Answer
a)
The slant asymptote of the given function is $y=x-9$.
b) The graph of the function is shown below as:
Work Step by Step
(a)
Consider the rational function $f\left( x \right)=\frac{{{x}^{3}}-1}{{{x}^{2}}-9}$.
Here, the degree of the numerator term is 2 and degree of the denominator term is 1. And $x=0$ does not constitute a factor of the function ${{x}^{3}}-1$ , so, the graph of the function has a slant asymptote.
Now, divide the function ${{x}^{3}}-1$ with ${{x}^{2}}-9$.
$\frac{{{x}^{3}}-1}{{{x}^{2}}-9}=x+\frac{13}{3\left( x-3 \right)}+\frac{14}{3\left( x+3 \right)}$
Therefore, the equation has a slant asymptote at $y=x-9$.
(b)
Consider the rational function $f\left( x \right)=\frac{{{x}^{3}}-1}{{{x}^{2}}-9}$.
Here, the degree of the numerator term is 2 and degree of the denominator term is 1. And $x=0$ does not constitute factor of the function ${{x}^{3}}-1$ , so, the graph of the function has a slant asymptote.
Determine the symmetry.
$f\left( x \right)=\frac{{{x}^{3}}-1}{{{x}^{2}}-9}$
Substitute $x=-x$ and then,
$\begin{align}
& f\left( -x \right)=\frac{{{\left( -x \right)}^{3}}-1}{{{\left( -x \right)}^{2}}-9} \\
& =\frac{-{{x}^{3}}-1}{{{x}^{2}}-9}
\end{align}$
The graph is not symmetrical about the $y$ axis.
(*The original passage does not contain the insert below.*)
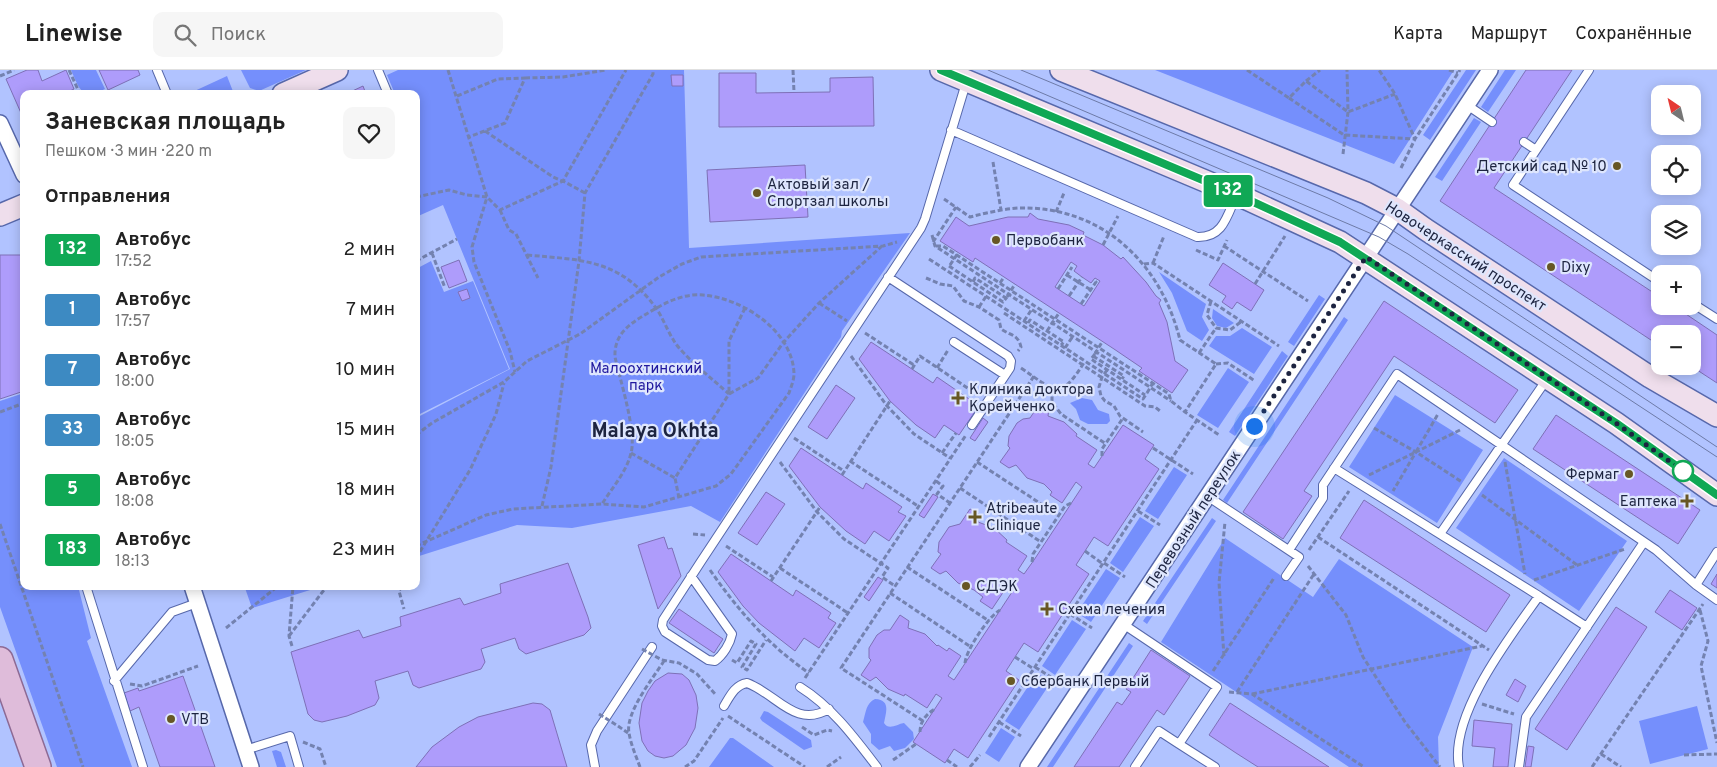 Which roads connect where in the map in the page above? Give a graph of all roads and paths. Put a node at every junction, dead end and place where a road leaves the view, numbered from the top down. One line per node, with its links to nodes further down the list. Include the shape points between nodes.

Compute the $y$ intercept.
Put $x=0$
$\begin{align}
& f\left( x \right)=\frac{{{x}^{3}}-1}{{{x}^{2}}-9} \\
& f\left( 0 \right)=\frac{{{\left( 0 \right)}^{3}}-1}{{{\left( 0 \right)}^{2}}-9} \\
& =\frac{1}{9}
\end{align}$
The $y$ intercept is $y=\frac{1}{9}$.
Compute the $x$ intercept.
Put $p\left( x \right)=0$ and then,
$\begin{align}
& {{x}^{3}}-1=0 \\
& {{x}^{3}}=1 \\
& =\sqrt[3]{1} \\
& =1
\end{align}$
The $x$ intercept is $x=1$.
Now, compute the vertical asymptotes.
Set $q\left( x \right)=0$
$\begin{align}
& {{x}^{2}}-9=0 \\
& x=3,-3
\end{align}$
Thus, the graph has a vertical asymptote as $x=3$ and $x=-3$.
Determine the horizontal asymptotes. There is no horizontal asymptote because the degree of the numerator term is not equal to the degree of the denominator term.